Yani sizin anlayacağınız bir dille örnekleyeyim;

Sevgili anneciğim sadece ramazan ayına özel değil, her zaman için, dışarıda yemek yemenin ayıp olduğunu, "Olan var olmayan var. Alan var alamayan var." anlayışıyla hareket etmemizi söylerdi. O sebeple dışarıda asla yemek yemememiz gerektiğini bilen bir ahlaka sahibiz. Dahası, açıkta yiyecek taşımanın da çok ayıp olduğunu ifade ederdi. Hatta, apartmanda oturuyorduk, dolayısıyla pişirdiği yemek kokar diye, mutlaka komşulara da gönderirdi... İşte böyle bir terbiye ve adapla büyüdük...
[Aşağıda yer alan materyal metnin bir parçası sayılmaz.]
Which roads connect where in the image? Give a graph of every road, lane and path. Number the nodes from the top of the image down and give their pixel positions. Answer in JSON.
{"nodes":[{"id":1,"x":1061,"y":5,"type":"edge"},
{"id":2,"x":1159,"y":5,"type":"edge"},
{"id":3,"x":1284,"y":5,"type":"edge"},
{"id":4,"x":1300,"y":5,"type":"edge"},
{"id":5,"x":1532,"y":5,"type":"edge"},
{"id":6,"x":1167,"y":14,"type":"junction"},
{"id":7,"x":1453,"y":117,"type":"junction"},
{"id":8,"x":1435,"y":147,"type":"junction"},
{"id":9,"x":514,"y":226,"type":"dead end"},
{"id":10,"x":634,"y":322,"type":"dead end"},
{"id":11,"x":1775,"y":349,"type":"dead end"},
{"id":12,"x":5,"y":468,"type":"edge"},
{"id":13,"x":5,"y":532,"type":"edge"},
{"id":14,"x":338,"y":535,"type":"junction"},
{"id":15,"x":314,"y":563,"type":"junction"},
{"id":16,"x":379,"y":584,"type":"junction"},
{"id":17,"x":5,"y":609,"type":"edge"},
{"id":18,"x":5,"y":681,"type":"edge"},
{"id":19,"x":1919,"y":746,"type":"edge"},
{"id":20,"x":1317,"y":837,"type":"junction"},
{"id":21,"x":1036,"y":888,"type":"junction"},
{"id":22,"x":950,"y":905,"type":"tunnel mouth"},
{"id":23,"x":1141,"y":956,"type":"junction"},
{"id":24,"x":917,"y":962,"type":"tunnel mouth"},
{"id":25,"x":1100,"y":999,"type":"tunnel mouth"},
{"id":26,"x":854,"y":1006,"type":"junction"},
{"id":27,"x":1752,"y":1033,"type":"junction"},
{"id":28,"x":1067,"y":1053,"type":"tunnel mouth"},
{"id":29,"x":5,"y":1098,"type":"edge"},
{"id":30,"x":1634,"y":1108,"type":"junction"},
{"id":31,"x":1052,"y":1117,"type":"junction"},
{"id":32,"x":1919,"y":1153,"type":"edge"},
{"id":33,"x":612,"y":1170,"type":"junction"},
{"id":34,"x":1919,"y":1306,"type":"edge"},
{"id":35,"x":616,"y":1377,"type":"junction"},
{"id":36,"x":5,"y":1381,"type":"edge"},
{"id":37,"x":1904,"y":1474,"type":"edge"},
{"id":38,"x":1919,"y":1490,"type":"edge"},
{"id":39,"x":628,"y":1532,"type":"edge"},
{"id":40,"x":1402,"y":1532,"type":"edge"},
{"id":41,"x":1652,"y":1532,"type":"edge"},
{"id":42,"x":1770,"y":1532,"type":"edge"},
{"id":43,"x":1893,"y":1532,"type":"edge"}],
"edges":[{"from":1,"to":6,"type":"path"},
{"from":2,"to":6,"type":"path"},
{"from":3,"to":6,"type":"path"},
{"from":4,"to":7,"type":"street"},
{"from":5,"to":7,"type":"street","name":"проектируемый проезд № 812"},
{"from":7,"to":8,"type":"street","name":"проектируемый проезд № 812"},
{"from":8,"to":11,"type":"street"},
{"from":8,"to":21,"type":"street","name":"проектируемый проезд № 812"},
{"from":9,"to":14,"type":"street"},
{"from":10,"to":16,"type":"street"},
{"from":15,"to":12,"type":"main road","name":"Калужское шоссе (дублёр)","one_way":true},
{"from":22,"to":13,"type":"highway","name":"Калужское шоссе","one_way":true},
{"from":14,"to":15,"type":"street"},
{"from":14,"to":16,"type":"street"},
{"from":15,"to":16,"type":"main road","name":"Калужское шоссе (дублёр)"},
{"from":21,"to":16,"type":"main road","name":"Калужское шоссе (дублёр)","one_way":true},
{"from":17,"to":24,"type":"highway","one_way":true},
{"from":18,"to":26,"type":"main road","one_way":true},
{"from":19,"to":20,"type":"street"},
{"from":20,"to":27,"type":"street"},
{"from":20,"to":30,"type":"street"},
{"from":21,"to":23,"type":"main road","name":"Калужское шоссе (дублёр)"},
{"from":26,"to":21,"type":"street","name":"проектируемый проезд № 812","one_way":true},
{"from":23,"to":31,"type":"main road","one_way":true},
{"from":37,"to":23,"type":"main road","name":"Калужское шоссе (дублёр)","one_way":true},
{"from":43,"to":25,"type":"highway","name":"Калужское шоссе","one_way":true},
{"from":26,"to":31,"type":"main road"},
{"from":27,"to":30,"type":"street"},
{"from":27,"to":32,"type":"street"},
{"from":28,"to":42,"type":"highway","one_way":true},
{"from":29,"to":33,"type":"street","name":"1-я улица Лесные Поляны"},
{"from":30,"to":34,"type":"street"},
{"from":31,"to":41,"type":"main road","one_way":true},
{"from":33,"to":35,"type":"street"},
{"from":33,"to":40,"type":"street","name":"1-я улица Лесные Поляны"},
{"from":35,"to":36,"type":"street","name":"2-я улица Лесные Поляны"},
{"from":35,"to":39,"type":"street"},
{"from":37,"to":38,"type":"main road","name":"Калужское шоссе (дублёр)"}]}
Hal böyleyken, oruç tutmayanlara "kafir" gözüyle bakılmaz, dayak tehdidinde hiç bulunulmaz, öldürülme zaten olmazdı. Kısacası tam bir insanlık ahlâkıyla kuşandık!

Şimdi siz ne diyorsunuz? 

"Dayak"... 

Pekiii hani hoşgörü?

Hani iradeye hakim olmak?

Hani sevgi?

Hani saygı?

Ha.. bir de ne öğüt veriyorsunuz?

"Gizli yesinler"

Vayy!.. Nasıl yani?

Gizli iş yapmak, yalan söylemek...

Dolayısıyla insanlara ikiyüzlülüğü, riyayı öğütlüyorsunuz, öyle mi? 

Hani Kur'an'da sizin "incileriniz" tehditleriniz yok ama, gizli gizli "kin, nefret.." gibi hoşgörüye karşı tahammülsüzlüğü savunan ve  teşvik edenler için,

"Dinde zorlama (ve baskı) yoktur." -Bakara Suresi, 256- "Müslümanların sorumluluğu, Allah'ın Kur'an'da bildirdiği ahlâkı en güzel şekliyle insanlara anlatmak ve seçimi karşılarındaki insanın vicdanına bırakmaktır."

Hal böyle olunca da siz Kur'an'ı inkâr ediyor görünüyorsunuz...

"Allah’ın âyetlerini inkâr edenler, Peygamberleri haksız yere öldürenler, insanlardan adaleti emredenleri öldürenler var ya, onları elem dolu bir azap ile müjdele.
Onlar, amelleri, dünyada da, ahirette de boşa gitmiş kimselerdir. Onların hiç yardımcıları da yoktur."
ÂLİ IMRÂN Sûresi 21-22. Ayet


Diyeceğim o ki,

Sayın Hocam şayet kendinizi kontrol edemiyorsanız, kendinizi evinize kapatın, bu bir! Böylelikle kimseyi de görmezsiniz, dolayısıyla da kimseyi dövmeye, taciz etmeye gerek kalmayacaktır, bu iki!

Orucumuzu kendimiz için tutarız, Allah için tutarız. Dolayısıyla sizin bu yaptığınız zoraki tuttuğunuzun göstergesidir, bu üç! Dolayısıyla yaptığınızın neresi ibadet oluyor?

Ve  de çok güzel (!) akıl veriyorsunuz, 

Sizi kutlar tebrik ederim...



Sevgi ve saygılarımla!


"Haksızlık Karşısında Susan Dilsiz Şeytandır" Hz. Muhammed (A.S.)